The White Sox are in the painful part of their rebuilding effort, 30 games under .500 in a season where positives have been hard to come by.
The future is undoubtedly bright, but such has been the case for many rebuilding teams over the years. Exhibit A: the Kansas City Royals, on the South Side for three games this weekend.
The Crowns’ much-ballyhooed rebuild landed them on the cover of Sports Illustrated and culminated with their emergence from the depths of the AL Central for back-to-back pennants and a World Series win in 2015. It was a wild amount of success for a franchise that went two decades without a playoff appearance, let alone a championship.
No Kansas City baseball fan would trade in those two seasons — which one could argue came a stop at third base away from being two championship seasons — but it’s been an incredible fall from that point since. The Royals went from reigning champs to a third-place team, and they’re now without two of the biggest pieces of those teams — Eric Hosmer and Lorenzo Cain, who signed free-agent deals elsewhere this past offseason — and languish in last place.
Essentially, they’re back to square one.
And so the question is an obvious one: Was it worth it? All that time spent developing a generation of top draft picks into a championship roster, and though a championship is a darn fine destination to reach, it was gone in a Thanos-esque snap.
The pre-World Series Royals and the modern-day White Sox are hardly similar cases. The Crowns did nothing in terms of winning following their first World Series title in 1985. Dayton Moore’s rebuilding project didn’t involve tearing things down because, it can be argued, there was nothing to tear down. Rick Hahn, meanwhile, has traded away All-Star players, including a couple of the best pitchers in the game, in an effort to acquire talent that will get the White Sox back to the top of the baseball mountain.
But both teams were “sacrificing seasons,” in a way. The Royals had nowhere near the average expectations that the White Sox carried during their win-now period that featured big-money free-agent signings and acquiring some of the game’s biggest names. Still, none of that worked, and it’s been a decade since the White Sox were last in the playoffs.
That’s led to this point, where there are more important things than major league wins in 2018 for this organization. Hahn’s carefully laid rebuilding plans seem to have the White Sox lined up for what he often refers to as “long-term success,” an annual expectation of contention for World Series championships. But what if the success reaches only what the Royals achieved? Will this process be worth it for White Sox fans?
Certainly the Royals are their own case. Other rebuilding success stories, such as the Cubs and Houston Astros, seem to be nowhere near tumbling back into the mediocrity (or worse) that preceded their World Series wins. The Cubs and Astros are currently two of baseball’s top championship contenders. Though even those fan bases — to this point, with just one championship parade apiece — might have that question in the back of their minds: If one title is all they yielded, were the three, four, five years of last-place finishes worth it?

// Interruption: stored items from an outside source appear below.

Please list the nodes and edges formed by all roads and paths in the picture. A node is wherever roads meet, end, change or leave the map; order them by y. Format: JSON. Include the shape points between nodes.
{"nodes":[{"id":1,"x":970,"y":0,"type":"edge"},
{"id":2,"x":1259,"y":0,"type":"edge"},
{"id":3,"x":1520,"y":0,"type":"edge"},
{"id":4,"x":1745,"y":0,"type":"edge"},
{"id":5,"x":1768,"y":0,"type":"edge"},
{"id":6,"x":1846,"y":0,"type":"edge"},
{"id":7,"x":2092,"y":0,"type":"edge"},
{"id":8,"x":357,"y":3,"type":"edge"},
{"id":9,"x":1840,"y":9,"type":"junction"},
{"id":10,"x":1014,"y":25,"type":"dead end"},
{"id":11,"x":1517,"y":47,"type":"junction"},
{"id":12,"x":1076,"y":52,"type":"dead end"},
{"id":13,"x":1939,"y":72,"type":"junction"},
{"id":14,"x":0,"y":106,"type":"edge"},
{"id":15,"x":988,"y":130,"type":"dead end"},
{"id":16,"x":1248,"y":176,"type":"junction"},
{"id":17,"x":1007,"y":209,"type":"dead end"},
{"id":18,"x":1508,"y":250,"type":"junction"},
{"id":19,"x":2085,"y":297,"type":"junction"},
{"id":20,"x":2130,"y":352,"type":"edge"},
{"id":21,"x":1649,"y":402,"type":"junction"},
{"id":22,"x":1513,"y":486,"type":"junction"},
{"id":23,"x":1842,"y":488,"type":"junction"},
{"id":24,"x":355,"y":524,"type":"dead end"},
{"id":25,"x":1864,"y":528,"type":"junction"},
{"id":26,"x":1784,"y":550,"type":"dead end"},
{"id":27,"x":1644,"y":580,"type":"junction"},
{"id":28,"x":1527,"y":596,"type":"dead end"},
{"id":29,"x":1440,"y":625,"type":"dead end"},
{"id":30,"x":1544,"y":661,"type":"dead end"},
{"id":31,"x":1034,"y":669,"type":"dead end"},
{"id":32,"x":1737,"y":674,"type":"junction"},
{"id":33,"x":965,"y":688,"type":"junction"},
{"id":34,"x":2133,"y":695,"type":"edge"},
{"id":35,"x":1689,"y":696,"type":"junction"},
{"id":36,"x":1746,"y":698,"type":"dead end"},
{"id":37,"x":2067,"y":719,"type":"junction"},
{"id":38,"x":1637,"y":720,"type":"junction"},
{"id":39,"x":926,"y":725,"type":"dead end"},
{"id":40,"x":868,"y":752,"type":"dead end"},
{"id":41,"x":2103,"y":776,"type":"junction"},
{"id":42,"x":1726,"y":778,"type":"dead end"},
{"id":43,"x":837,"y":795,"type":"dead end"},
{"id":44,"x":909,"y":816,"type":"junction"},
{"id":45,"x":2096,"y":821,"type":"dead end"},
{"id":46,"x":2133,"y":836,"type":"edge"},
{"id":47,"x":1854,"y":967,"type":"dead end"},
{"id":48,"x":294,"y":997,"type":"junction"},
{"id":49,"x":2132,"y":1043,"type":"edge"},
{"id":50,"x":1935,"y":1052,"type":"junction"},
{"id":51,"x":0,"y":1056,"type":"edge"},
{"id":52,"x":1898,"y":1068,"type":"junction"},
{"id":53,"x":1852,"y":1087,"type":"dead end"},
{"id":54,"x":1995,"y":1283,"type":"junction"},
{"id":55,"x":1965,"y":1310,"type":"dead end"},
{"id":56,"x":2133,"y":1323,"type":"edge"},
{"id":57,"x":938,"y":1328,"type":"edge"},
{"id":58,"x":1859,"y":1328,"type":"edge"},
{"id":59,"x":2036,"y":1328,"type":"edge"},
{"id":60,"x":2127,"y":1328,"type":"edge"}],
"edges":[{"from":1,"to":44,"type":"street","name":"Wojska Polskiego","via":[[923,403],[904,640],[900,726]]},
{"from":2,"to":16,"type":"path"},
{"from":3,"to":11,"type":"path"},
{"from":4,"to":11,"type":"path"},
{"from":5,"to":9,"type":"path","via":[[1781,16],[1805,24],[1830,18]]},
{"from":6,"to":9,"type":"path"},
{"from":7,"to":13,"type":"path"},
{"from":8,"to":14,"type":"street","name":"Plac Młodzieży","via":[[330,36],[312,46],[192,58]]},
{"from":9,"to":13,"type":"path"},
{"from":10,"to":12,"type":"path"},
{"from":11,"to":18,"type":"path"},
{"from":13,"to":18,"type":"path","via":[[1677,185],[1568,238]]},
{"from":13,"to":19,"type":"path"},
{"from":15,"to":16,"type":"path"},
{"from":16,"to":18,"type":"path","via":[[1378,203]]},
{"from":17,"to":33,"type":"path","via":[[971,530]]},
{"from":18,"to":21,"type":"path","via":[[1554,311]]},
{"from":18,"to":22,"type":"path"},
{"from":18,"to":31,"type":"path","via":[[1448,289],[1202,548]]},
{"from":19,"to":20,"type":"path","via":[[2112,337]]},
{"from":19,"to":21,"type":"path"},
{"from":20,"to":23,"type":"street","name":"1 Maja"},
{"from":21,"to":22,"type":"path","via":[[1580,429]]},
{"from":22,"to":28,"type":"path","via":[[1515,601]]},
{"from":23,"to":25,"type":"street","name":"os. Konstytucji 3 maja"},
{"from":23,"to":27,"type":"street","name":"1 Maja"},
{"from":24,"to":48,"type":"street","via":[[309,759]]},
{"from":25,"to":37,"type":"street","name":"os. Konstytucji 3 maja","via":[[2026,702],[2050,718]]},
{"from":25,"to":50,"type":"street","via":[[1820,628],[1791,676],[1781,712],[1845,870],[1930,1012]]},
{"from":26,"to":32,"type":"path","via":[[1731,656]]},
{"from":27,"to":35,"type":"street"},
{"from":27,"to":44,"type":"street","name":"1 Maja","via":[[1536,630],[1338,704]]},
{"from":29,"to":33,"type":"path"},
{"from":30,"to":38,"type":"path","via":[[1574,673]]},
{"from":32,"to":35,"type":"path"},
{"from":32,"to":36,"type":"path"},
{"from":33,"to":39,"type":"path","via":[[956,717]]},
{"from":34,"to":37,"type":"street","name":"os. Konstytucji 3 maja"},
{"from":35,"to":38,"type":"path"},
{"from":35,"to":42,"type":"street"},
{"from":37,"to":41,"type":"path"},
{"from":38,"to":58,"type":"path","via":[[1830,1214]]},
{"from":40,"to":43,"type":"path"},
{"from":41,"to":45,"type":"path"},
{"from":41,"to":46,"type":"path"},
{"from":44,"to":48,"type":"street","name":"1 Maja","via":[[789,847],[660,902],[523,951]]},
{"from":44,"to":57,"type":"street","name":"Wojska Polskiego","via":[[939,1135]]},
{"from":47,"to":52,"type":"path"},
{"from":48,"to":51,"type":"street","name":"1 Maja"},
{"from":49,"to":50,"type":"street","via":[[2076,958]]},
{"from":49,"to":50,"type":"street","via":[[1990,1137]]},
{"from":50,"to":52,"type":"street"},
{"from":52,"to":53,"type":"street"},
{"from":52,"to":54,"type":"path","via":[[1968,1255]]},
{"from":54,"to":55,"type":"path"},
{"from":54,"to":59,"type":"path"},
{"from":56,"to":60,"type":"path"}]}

For a number of fans, the answer could very well be yes. While expectations seem to rise by the second on the North Side, there are plenty of long-suffering Cubs fans who were completely sated by 2016’s result. Surely there are similar feelings in Houston, as well, and Kansas City, for that matter.
Would one championship — and one championship only — satisfy White Sox fans who are currently sitting through this process? It probably would satisfy some, perhaps many.
But that’s not what Hahn is trying to do. Looking at that possibility might count as pessimistic, though there’s an embodiment of that possibility in the White Sox own division. Hahn, though, has acquired an awful lot of talent, referring to the depth as “waves” that could continue to power contenders for years to come. There are enough star prospects at this point to make two entire squads of future White Sox winners.
Do all those prospects win one championship? Two? More? At what point was the losing worth it?
Hahn and the White Sox are hoping and planning that it ends up being very much worth it, or else things wouldn’t be in the current state. But the prospect of winning just one championship — or no championships — is a real one. Even if rebuilding brings success, it brings no guarantee of sustained success.
The White Sox need to only look across the field — and beneath them in the standings — to know that.